When a novel measurement method is introduced, we can specify a model for each subject's measurements from this second technology,

$$Y_{2i}(t)={\eta }_{it}+B_{2it}({\eta }_{it})+{\epsilon }_{2it}({\eta }_{it}),$$

where B_2it(η_it) allows for the possibility that Y_2i(t) is a biased assessment of η_it with magnitude that could depend on the value of the underlying process, and ε_2it(η_it) is the within-subject error which we again assume to have mean zero and variance ${\sigma }_{{\epsilon }_2}^2({\eta }_{it})$ that may also depend on the value of the underlying process. Correlation between ε_1it(η_it) and ε_2it(η_it) can be accommodated through specification of a bivariate model. We defer discussion of this to the case study. As for the gold standard, we can define the treatment start time based on the novel method, T_2i as

$$T_{2i}={min}_{j^{\prime }}(t_{i{j}^{\prime }})\text{s.t.}{Y}_{2i}(t_{i{j}^{\prime }})<c$$

where we allow for the possibility that the sequence of measurement occasions for the novel method (j′ = 1, 2, …) differs from that of the gold standard (which might arise if, for example, the novel method can be administered more frequently at a rural clinic whereas the gold standard requires a visit to a hospital-based clinic). A comparison of the performance of the two methods might then proceed by comparing the marginal distributions of T₁ and T₂ in the population or by evaluating some aspect of the distribution of gap times for individuals given by T_2i − T_1i. We illustrate how this might be approached in the case study.

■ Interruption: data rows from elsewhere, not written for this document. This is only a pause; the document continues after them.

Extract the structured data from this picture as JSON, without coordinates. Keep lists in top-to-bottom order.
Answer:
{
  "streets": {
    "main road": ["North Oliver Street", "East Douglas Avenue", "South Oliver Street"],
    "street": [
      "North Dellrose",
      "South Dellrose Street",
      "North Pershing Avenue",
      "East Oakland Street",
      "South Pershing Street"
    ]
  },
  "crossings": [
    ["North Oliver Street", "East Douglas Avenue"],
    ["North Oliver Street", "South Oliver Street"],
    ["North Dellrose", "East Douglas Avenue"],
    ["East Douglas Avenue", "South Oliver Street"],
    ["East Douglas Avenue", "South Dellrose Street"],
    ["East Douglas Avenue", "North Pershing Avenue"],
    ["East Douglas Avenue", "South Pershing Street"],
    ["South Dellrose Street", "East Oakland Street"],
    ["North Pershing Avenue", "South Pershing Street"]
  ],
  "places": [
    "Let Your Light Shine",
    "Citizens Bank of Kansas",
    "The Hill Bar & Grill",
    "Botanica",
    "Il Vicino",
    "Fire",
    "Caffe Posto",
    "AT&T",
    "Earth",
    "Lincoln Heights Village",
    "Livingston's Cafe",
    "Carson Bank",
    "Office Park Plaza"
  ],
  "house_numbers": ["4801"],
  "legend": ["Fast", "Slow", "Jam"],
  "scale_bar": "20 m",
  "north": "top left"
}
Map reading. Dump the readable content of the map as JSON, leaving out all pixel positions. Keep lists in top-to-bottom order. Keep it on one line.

As defined here, T₁ and T₂ represent first passage times (FPT) of two stochastic processes to a threshold of interest. Despite the large literature in this area, closed-form expressions for the probability density function (pdf) of the FPT for a discretely-sampled stochastic process are only available for limited special cases. These special cases do not include non-homogeneous stochastic processes (those whose probability distributions change when shifted in time) or dynamic measurement schedules which we study here [10]. Because of this, we proceed by conducting a simulation study which generates marker trajectories for ndividual subjects based on a longitudinal model for Y₁ and Y₂, and study the corresponding treatment start times based on the gold standard and novel methods.

3. Case Study: Comparing Treatment Start Times Based on Novel and Gold Standard CD4 Enumeration Methods

Guidelines in the United States describe the CD4+ T-lymphocyte count as “the major clinical indicator of immune function in patients who have HIV infection” and “one of the most important factors in the decision to initiate antiretroviral therapy and/or prophylaxis for opportunistic infections” [3]. Though different thresholds have been used, guidelines have typically included a lower limit for CD4 counts below which it is recommended that patients begin therapy, regardless of clinical factors. The thresholds have been defined in terms of measurements from the gold standard technology, using flow cytometry. Different thresholds represent different compromises between benefits and risks of ART. Benefits include decreased risk of many undesirable outcomes including progression to AIDS or death, other potentially HIV-associated complications (e.g., cardiovascular, renal, and liver disease), and possibly HIV transmission; drawbacks include treatment-related side effects and toxicities, development of drug resistance and treatment fatigue, and transmission of drug-resistant virus [3]. Though research is ongoing on the choice of an optimal threshold, that problem is not the focus of this paper.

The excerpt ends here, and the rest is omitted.